Consistent with earlier studies (1, 5, 6, 17-19), in our study, a large number of deliveries (82.7 %) were performed by cesarean section, which is a high rate. On the contrary, Rook et al. reported different results in this regard. In their study, 84% of women were delivered through normal vaginal delivery (12). Due to the adverse effects of cesarean section on the mother and the baby, diagnosis, treatment, and care of the liver can minimize this mode of delivery. Our study showed that hepatic enzymes were returned to normal after delivery in 87.3% of cases within 2 wk.
The neonatal mortality in this study was 9.1%. The rate of neonatal mortality in developing countries such as India was reported as 29.17% (4). We found no maternal mortality due to liver diseases.

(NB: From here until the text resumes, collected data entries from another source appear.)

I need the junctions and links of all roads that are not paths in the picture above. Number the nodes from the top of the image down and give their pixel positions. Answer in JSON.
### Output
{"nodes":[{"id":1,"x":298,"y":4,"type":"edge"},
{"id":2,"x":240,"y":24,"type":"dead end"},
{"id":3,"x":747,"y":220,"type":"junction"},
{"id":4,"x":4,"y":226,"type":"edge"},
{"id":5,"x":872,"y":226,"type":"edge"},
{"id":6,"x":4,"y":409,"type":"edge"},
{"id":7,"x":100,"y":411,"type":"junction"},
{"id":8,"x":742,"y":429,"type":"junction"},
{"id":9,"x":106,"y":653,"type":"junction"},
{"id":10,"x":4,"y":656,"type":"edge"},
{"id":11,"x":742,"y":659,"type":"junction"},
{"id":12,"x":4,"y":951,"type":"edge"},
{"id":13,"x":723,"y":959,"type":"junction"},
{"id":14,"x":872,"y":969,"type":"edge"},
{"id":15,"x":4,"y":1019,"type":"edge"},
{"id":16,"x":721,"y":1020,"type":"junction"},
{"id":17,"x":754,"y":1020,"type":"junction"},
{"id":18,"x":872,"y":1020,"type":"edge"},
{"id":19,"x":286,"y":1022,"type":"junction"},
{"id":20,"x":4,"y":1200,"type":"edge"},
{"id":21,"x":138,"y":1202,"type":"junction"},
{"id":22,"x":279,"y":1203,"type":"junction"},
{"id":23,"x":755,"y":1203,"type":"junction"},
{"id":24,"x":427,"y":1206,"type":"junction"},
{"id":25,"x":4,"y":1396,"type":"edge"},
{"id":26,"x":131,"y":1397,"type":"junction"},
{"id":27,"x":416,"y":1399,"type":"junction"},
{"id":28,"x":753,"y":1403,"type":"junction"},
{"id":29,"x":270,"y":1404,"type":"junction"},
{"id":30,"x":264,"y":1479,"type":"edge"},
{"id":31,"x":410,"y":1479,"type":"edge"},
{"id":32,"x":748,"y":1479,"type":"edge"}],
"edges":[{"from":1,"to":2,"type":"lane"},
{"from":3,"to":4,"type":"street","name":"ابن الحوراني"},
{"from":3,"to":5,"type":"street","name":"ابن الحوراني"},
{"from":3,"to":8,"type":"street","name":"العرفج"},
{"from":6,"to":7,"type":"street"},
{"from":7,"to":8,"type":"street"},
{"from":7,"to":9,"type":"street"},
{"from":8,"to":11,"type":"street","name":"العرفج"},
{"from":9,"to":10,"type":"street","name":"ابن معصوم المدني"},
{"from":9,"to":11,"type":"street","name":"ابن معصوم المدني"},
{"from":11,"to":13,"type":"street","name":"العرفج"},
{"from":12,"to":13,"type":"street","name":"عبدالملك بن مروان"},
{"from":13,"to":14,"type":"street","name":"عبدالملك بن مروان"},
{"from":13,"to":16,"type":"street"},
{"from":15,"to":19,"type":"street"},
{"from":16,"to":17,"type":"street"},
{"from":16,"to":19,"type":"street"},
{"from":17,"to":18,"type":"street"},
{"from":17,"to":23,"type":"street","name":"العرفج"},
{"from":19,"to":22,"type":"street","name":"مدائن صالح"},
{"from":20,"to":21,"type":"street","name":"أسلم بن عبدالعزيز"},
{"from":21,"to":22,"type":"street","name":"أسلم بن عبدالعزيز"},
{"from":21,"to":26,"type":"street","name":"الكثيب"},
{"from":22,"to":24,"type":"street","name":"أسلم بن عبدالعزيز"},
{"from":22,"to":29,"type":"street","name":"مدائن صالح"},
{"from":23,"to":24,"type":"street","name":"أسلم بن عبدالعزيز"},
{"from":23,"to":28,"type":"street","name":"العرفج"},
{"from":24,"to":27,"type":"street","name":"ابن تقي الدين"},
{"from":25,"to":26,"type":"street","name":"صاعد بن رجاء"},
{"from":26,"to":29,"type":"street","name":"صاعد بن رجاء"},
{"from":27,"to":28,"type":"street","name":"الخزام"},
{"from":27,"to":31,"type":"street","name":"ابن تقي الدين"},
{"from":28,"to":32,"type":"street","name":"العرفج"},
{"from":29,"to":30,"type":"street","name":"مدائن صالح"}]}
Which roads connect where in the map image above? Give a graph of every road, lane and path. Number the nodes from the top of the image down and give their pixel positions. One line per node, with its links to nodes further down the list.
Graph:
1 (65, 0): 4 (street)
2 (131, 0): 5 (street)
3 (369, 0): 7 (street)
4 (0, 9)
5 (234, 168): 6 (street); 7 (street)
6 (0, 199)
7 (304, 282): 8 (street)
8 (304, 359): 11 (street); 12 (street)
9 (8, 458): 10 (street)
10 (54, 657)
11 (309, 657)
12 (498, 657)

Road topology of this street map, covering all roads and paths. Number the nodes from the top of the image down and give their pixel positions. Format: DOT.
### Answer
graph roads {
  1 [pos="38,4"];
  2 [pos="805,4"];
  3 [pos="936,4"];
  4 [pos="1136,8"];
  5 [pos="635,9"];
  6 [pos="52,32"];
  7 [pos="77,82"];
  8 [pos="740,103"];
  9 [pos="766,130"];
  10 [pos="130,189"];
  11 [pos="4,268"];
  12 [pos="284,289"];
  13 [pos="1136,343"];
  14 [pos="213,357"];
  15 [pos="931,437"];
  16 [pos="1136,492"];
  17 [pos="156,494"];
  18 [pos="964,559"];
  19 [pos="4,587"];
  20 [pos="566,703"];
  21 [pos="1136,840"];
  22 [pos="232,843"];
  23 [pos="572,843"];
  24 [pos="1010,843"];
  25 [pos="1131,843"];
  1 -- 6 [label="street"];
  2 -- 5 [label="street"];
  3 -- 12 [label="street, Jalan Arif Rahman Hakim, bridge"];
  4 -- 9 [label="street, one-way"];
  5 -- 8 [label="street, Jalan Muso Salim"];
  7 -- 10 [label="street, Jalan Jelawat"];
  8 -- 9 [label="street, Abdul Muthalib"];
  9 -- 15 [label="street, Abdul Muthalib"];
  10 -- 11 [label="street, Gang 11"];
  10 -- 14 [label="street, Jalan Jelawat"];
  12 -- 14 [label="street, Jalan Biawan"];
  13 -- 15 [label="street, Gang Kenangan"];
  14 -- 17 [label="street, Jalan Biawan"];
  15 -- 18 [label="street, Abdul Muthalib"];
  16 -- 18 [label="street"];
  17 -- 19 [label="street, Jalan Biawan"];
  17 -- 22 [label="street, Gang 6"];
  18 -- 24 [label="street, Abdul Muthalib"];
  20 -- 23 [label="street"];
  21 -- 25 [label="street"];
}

Since the maternal mortality is of the most important and crucial health indicator related to the pregnancy, this finding is considered satisfactory and indicating that liver disease is not a serious threat to the mother. We had no cases of any type of viral hepatitis, in contrast to the study by Krishnamoorthy et al. who reported pregnant women with viral hepatitis and high perinatal mortality (20). The main limitation of our study was the small number of cases such as liver transplantation.
5. Conclusion
This study demonstrated that the liver disease in pregnancy is not a risk to the mother and most mothers return to normal after giving birth and can take care of their newborns. However, timely diagnosis, intervention, and monitoring of mother and fetus with the teamwork of obstetricians, neonatologists, gastroenterologists and anesthetists can prevent and reduce fetomaternal morbidity and mortality.
Acknowledgments
None.
Conflict of Interest
The authors declare that there is no conflict of interest.